= What you have to do =
Exactly the lines from the one with "Digitize the connectivity of the" to the end of the listing must be repeated, both ends included, with nothing added.

-=-=-

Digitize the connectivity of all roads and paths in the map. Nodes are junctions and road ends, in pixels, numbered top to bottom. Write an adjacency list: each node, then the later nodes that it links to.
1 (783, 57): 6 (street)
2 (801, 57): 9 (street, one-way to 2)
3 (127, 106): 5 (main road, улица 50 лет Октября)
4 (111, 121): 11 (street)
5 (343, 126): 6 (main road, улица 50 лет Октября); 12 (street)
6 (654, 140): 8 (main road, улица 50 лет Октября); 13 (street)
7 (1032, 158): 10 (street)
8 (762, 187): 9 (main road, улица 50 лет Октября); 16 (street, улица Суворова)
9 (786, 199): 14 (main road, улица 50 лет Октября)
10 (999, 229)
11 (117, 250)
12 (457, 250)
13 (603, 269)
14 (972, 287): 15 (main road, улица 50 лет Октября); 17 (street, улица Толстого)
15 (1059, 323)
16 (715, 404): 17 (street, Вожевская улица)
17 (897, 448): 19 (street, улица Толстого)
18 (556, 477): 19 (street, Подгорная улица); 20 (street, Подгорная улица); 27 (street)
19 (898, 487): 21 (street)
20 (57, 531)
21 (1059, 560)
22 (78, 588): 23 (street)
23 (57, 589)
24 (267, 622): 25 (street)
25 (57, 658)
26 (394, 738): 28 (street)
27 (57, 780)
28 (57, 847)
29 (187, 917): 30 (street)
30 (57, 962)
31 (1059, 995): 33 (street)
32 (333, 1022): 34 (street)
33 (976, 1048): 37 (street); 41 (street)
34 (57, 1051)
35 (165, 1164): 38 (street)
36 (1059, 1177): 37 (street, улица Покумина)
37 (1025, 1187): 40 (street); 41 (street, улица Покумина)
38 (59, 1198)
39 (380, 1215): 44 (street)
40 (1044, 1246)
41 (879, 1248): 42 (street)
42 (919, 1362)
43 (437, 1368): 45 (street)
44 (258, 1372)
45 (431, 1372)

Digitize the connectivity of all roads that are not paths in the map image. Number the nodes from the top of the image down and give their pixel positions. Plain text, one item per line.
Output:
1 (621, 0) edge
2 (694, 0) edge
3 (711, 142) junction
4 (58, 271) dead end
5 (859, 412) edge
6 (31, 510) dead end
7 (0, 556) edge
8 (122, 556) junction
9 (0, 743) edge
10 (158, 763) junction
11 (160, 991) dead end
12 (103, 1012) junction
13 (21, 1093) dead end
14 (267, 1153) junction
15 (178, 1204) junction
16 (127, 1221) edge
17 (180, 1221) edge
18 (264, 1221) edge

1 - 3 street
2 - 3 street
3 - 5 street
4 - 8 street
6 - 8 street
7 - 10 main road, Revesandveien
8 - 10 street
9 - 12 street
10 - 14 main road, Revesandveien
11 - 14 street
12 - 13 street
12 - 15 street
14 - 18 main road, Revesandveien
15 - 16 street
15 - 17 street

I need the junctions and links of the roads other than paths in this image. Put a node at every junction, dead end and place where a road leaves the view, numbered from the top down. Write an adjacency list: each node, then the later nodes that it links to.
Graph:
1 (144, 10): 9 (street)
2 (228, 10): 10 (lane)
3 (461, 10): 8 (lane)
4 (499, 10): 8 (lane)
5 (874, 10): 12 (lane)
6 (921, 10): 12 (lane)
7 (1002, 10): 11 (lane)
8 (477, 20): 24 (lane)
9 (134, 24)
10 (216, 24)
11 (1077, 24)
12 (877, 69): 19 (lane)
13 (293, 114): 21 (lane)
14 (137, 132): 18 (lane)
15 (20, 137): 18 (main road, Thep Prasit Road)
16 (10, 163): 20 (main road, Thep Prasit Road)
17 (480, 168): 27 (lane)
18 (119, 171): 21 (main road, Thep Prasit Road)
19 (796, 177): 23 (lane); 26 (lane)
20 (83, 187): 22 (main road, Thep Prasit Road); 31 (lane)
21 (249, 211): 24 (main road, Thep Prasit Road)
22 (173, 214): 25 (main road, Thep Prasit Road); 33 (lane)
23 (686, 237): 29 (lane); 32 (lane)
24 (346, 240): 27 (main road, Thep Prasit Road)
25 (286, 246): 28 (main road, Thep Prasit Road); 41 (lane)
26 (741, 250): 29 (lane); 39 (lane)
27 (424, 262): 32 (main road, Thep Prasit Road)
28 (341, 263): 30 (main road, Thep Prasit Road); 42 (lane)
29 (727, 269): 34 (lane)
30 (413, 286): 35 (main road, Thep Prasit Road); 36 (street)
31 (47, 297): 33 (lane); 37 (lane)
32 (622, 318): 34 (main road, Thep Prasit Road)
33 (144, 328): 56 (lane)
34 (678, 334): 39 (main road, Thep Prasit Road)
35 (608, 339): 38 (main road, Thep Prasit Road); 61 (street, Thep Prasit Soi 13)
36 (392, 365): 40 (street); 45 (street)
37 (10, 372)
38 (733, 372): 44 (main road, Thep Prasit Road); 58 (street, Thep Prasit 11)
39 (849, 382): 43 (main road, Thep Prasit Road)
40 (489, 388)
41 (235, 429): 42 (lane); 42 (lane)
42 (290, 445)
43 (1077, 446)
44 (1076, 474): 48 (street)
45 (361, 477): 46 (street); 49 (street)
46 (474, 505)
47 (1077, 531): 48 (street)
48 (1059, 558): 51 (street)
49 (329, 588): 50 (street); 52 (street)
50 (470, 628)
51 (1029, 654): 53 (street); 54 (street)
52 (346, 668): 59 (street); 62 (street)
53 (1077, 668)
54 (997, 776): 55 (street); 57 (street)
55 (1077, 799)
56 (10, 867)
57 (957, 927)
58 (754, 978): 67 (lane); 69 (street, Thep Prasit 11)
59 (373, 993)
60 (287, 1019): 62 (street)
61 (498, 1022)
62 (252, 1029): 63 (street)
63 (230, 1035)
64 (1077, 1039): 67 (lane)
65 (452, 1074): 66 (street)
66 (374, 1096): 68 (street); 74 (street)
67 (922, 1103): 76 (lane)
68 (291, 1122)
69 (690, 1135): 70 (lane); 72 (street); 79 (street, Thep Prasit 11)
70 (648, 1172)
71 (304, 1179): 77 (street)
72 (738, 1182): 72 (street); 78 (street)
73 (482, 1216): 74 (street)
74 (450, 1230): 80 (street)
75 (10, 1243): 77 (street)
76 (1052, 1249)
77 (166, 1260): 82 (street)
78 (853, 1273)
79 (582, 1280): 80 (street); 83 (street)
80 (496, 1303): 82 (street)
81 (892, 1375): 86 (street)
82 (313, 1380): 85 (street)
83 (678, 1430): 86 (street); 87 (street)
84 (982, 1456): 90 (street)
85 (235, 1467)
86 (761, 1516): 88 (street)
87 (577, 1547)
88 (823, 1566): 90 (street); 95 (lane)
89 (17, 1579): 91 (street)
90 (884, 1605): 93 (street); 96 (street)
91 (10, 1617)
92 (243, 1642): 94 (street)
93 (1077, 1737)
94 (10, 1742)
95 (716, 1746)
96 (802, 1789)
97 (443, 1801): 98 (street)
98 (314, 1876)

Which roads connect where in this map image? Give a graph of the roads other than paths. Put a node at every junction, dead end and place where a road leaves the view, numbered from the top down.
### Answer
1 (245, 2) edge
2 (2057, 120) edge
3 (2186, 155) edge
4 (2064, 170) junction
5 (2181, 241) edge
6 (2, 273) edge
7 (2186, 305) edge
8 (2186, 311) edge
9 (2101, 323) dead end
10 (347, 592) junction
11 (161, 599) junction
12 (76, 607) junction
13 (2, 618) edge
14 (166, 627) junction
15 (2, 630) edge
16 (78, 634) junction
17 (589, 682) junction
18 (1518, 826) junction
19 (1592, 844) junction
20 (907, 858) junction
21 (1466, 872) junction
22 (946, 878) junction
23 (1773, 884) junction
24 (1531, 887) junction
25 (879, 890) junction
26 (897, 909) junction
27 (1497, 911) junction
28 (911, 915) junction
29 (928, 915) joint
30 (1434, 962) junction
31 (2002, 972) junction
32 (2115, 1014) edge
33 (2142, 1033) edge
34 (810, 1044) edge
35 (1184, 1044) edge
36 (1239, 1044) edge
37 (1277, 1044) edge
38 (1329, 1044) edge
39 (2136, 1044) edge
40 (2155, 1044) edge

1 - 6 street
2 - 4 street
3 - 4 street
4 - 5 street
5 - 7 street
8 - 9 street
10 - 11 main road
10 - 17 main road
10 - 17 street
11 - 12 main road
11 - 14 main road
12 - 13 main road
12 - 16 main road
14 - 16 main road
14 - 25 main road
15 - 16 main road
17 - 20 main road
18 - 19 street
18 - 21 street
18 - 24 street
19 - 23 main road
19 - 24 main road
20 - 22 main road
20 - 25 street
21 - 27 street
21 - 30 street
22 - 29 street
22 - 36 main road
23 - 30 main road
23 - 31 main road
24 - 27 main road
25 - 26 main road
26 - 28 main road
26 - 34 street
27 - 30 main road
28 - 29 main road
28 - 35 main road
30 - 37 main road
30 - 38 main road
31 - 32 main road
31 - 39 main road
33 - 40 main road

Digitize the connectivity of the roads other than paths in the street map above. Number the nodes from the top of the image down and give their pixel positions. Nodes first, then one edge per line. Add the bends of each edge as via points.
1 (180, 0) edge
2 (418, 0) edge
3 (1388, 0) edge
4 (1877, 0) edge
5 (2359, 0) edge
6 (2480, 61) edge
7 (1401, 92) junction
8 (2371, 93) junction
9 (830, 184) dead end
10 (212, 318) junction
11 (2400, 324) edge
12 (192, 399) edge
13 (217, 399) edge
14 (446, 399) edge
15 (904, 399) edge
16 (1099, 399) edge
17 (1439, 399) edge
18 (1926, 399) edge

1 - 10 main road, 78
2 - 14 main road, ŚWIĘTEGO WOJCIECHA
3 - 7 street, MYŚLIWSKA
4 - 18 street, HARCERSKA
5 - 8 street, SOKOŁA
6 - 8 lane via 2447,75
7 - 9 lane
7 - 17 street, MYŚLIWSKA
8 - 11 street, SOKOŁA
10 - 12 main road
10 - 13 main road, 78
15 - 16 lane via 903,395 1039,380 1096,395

-=-=-

= Answer box =
Digitize the connectivity of the roads other than paths in the street map above. Number the nodes from the top of the image down and give their pixel positions. Nodes first, then one edge per line. Add the bends of each edge as via points.
1 (180, 0) edge
2 (418, 0) edge
3 (1388, 0) edge
4 (1877, 0) edge
5 (2359, 0) edge
6 (2480, 61) edge
7 (1401, 92) junction
8 (2371, 93) junction
9 (830, 184) dead end
10 (212, 318) junction
11 (2400, 324) edge
12 (192, 399) edge
13 (217, 399) edge
14 (446, 399) edge
15 (904, 399) edge
16 (1099, 399) edge
17 (1439, 399) edge
18 (1926, 399) edge

1 - 10 main road, 78
2 - 14 main road, ŚWIĘTEGO WOJCIECHA
3 - 7 street, MYŚLIWSKA
4 - 18 street, HARCERSKA
5 - 8 street, SOKOŁA
6 - 8 lane via 2447,75
7 - 9 lane
7 - 17 street, MYŚLIWSKA
8 - 11 street, SOKOŁA
10 - 12 main road
10 - 13 main road, 78
15 - 16 lane via 903,395 1039,380 1096,395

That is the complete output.